[Source records]
********

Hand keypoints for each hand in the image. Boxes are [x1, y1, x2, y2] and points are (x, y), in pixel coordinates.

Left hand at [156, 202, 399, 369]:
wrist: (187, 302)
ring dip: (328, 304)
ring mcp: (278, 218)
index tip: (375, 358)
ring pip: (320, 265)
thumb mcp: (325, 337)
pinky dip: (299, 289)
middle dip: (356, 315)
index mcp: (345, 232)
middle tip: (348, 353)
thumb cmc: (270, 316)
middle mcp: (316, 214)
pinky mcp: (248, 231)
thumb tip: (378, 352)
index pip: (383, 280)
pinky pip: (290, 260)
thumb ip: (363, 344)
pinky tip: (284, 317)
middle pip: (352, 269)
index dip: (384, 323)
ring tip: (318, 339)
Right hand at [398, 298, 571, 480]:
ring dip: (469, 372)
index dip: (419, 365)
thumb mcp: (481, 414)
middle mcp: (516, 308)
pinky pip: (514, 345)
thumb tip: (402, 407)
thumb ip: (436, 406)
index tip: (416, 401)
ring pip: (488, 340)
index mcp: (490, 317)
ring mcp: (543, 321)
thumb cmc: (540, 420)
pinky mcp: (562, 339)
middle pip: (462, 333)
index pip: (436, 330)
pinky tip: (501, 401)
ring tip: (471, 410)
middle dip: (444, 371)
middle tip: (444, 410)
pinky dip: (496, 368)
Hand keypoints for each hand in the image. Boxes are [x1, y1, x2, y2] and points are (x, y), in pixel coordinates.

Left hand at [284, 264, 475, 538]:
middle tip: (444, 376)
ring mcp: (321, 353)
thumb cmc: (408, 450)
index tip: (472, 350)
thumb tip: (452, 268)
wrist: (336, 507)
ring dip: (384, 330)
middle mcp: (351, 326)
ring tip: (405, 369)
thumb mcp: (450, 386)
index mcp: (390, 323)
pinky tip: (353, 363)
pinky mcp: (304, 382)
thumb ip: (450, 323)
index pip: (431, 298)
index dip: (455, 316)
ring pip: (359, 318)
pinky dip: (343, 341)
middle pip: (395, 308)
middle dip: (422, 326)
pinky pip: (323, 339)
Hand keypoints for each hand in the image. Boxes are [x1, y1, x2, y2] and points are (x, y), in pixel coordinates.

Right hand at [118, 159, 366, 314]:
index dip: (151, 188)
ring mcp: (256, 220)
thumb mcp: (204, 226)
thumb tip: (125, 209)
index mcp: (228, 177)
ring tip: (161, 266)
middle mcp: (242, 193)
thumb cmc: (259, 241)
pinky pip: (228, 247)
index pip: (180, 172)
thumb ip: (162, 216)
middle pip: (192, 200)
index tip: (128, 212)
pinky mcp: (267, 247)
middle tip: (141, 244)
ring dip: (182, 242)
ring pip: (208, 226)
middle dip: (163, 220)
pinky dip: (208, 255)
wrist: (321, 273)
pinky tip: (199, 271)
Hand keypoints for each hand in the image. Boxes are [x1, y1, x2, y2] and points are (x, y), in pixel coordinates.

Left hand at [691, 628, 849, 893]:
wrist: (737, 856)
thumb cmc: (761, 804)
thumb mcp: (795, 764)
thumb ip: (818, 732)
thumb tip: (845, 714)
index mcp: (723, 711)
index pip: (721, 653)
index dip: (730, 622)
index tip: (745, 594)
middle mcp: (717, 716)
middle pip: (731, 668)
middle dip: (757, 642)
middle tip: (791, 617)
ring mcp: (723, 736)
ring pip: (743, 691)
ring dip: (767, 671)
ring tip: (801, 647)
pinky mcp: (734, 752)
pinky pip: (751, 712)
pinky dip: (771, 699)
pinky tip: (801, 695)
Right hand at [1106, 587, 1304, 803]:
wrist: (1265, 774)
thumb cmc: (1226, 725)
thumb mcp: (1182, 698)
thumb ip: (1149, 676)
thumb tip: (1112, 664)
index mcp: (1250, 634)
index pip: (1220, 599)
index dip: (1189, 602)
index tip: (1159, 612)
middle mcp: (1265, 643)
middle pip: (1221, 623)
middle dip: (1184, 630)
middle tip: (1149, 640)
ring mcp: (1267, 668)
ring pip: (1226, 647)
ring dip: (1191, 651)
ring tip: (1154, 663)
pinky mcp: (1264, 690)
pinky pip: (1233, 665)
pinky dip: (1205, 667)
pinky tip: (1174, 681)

********

THE PROBLEM
Every entry is to be returned exactly, with nothing dropped.

OUTPUT FOR THIS EXERCISE
Hand keypoints for each hand in the image. Boxes are [x1, y1, x2, y2] and points are (x, y), in pixel coordinates.

Left hand at [156, 202, 399, 369]:
wrist: (187, 302)
ring dip: (328, 304)
ring mcp: (278, 218)
index tip: (375, 358)
ring pip: (320, 265)
thumb mcp: (325, 337)
pinky dip: (299, 289)
middle dip: (356, 315)
index mcp: (345, 232)
middle tip: (348, 353)
thumb cmc: (270, 316)
middle mcp: (316, 214)
pinky mcp: (248, 231)
thumb tip: (378, 352)
index pip: (383, 280)
pinky pip: (290, 260)
thumb ip: (363, 344)
pinky tip: (284, 317)
middle pip: (352, 269)
index dip: (384, 323)
ring tip: (318, 339)
Right hand at [398, 298, 571, 480]:
ring dip: (469, 372)
index dip: (419, 365)
thumb mcp: (481, 414)
middle mcp: (516, 308)
pinky pip: (514, 345)
thumb tip: (402, 407)
thumb ip: (436, 406)
index tip: (416, 401)
ring pip: (488, 340)
index mcp: (490, 317)
ring mcp: (543, 321)
thumb cmc: (540, 420)
pinky mcp: (562, 339)
middle pip: (462, 333)
index pip: (436, 330)
pinky tip: (501, 401)
ring tip: (471, 410)
middle dip: (444, 371)
middle tip: (444, 410)
pinky dip: (496, 368)
Hand keypoints for each hand in the image. Boxes are [x1, y1, x2, y2] and points are (x, y), in pixel coordinates.

Left hand at [284, 264, 475, 538]:
middle tip: (444, 376)
ring mcp: (321, 353)
thumb cmc: (408, 450)
index tip: (472, 350)
thumb tip: (452, 268)
wrist: (336, 507)
ring dip: (384, 330)
middle mcp: (351, 326)
ring tip: (405, 369)
thumb mcp: (450, 386)
index mcp: (390, 323)
pinky tip: (353, 363)
pinky mcp: (304, 382)
thumb ip: (450, 323)
index pip: (431, 298)
index dip: (455, 316)
ring pip: (359, 318)
pinky dip: (343, 341)
middle pip: (395, 308)
middle dip: (422, 326)
pinky pip: (323, 339)
Hand keypoints for each hand in the image. Boxes are [x1, y1, x2, y2] and points are (x, y), in pixel coordinates.

Right hand at [118, 159, 366, 314]:
index dip: (151, 188)
ring mcp: (256, 220)
thumb mcp: (204, 226)
thumb tip: (125, 209)
index mcp: (228, 177)
ring tip: (161, 266)
middle mcp: (242, 193)
thumb cmc: (259, 241)
pinky pip: (228, 247)
index pip: (180, 172)
thumb ip: (162, 216)
middle pip: (192, 200)
index tip: (128, 212)
pinky mcp: (267, 247)
middle tip: (141, 244)
ring dip: (182, 242)
ring pip: (208, 226)
middle dip: (163, 220)
pinky dip: (208, 255)
wrist: (321, 273)
pinky tip: (199, 271)
Hand keypoints for each hand in the image. Boxes are [x1, y1, x2, y2] and points are (x, y), in pixel coordinates.

Left hand at [691, 628, 849, 893]:
wrist: (737, 856)
thumb cmc: (761, 804)
thumb mcp: (795, 764)
thumb ip: (818, 732)
thumb tip: (845, 714)
index mcp: (723, 711)
index pip: (721, 653)
index dip: (730, 622)
index tip: (745, 594)
middle mcp: (717, 716)
middle pip: (731, 668)
middle dip: (757, 642)
middle tip: (791, 617)
ring mcp: (723, 736)
ring pip: (743, 691)
ring dip: (767, 671)
ring tip: (801, 647)
pinky mcp: (734, 752)
pinky pip: (751, 712)
pinky dip: (771, 699)
pinky tip: (801, 695)
Right hand at [1106, 587, 1304, 803]:
wrist: (1265, 774)
thumb cmc: (1226, 725)
thumb mcp: (1182, 698)
thumb ip: (1149, 676)
thumb tip: (1112, 664)
index mcp: (1250, 634)
index pip: (1220, 599)
index dip: (1189, 602)
index tip: (1159, 612)
middle mcp: (1265, 643)
middle pip: (1221, 623)
middle dip: (1184, 630)
middle tip: (1149, 640)
ring mcp: (1267, 668)
ring pip: (1226, 647)
ring dip: (1191, 651)
ring tip: (1154, 663)
pinky mcp: (1264, 690)
pinky pip: (1233, 665)
pinky dip: (1205, 667)
pinky tip: (1174, 681)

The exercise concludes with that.